ArriVent BioPharma Reports Full Year 2025 Financial Results Topline global pivotal Phase 3 data for firmonertinib in first-line EGFR exon 20 insertion mutant NSCLC expected mid-2026 Global pivotal Phase 3 first-line PACC

ArriVent BioPharma Reports Full Year 2025 Financial Results

NEWTOWN SQUARE, PA, March 5, 2026 (GLOBE NEWSWIRE) -- ArriVent BioPharma, Inc. (Company or ArriVent) (Nasdaq: AVBP), a clinical-stage company dedicated to accelerating the global development of innovative biopharmaceutical therapeutics, today reported financial results for the year ended December 31, 2025, and highlighted recent Company progress.

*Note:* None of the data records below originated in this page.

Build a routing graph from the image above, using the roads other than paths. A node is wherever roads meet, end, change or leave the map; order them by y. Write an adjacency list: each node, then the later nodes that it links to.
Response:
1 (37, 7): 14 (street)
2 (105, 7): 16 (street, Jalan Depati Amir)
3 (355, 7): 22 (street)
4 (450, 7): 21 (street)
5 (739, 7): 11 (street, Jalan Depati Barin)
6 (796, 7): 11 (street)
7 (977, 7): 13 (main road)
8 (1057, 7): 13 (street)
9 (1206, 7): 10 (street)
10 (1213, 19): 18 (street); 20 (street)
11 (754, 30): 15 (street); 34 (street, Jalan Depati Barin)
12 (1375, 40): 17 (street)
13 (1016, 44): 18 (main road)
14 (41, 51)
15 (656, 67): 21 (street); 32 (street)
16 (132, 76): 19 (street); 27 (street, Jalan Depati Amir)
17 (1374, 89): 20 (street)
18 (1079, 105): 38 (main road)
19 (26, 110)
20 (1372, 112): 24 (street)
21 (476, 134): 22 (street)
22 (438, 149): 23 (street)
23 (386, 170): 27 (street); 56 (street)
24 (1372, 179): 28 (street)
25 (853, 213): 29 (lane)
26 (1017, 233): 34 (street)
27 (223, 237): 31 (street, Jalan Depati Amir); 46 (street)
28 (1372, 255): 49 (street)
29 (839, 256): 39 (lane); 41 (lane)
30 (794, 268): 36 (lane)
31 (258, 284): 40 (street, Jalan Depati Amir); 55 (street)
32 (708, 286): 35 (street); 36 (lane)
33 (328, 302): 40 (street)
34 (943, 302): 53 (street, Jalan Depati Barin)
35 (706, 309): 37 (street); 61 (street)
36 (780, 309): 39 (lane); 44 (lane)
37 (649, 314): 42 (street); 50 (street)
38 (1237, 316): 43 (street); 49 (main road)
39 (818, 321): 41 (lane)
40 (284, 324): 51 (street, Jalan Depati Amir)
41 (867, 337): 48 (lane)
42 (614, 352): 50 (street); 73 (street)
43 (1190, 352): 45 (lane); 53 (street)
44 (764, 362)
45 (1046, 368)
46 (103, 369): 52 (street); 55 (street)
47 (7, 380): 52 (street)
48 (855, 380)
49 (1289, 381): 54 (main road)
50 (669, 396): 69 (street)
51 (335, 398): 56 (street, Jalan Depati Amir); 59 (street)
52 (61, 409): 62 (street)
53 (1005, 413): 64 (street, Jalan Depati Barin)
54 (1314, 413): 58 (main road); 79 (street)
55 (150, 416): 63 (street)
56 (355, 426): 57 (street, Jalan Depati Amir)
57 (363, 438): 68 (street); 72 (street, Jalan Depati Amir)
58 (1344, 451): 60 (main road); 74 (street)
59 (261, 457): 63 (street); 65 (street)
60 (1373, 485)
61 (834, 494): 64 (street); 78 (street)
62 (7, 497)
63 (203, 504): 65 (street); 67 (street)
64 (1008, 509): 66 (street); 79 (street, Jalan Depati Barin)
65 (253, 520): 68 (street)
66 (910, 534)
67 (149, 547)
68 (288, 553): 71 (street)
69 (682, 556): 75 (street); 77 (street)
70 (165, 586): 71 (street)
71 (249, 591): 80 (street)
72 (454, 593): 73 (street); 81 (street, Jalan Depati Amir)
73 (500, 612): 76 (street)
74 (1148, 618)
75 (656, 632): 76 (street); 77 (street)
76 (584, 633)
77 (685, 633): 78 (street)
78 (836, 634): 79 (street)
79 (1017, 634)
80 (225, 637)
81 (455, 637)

"We are advancing firmonertinib toward potential registration, supported by two pivotal programs targeting uncommon EGFR mutations in non-small cell lung cancer (NSCLC), a high unmet need with limited treatment options," said Bing Yao, CEO of ArriVent. "Our robust clinical data, including CNS activity, underscores the potential of firmonertinib to become a chemotherapy-free standard of care. We look forward to topline pivotal data for firmonertinib monotherapy in frontline EGFR exon 20 insertion mutant NSCLC expected in mid-2026. This is an event driven study, so we plan to continue sharpening our timeline as we look forward to sharing our data."

Dr. Yao continued, "Our antibody-drug conjugate (ADC) portfolio is also gaining momentum, led by ARR-217, a CDH17-targeted ADC currently in an ongoing Phase 1 trial, with best-in-class potential in gastrointestinal cancers. We expect additional ADC candidates to advance toward the clinic, broadening our pipeline beyond lung cancer into multiple additional solid tumor indications. Backed by a strong balance sheet and a projected cash runway into 3Q 2027, we are well positioned to deliver on our near-term catalysts."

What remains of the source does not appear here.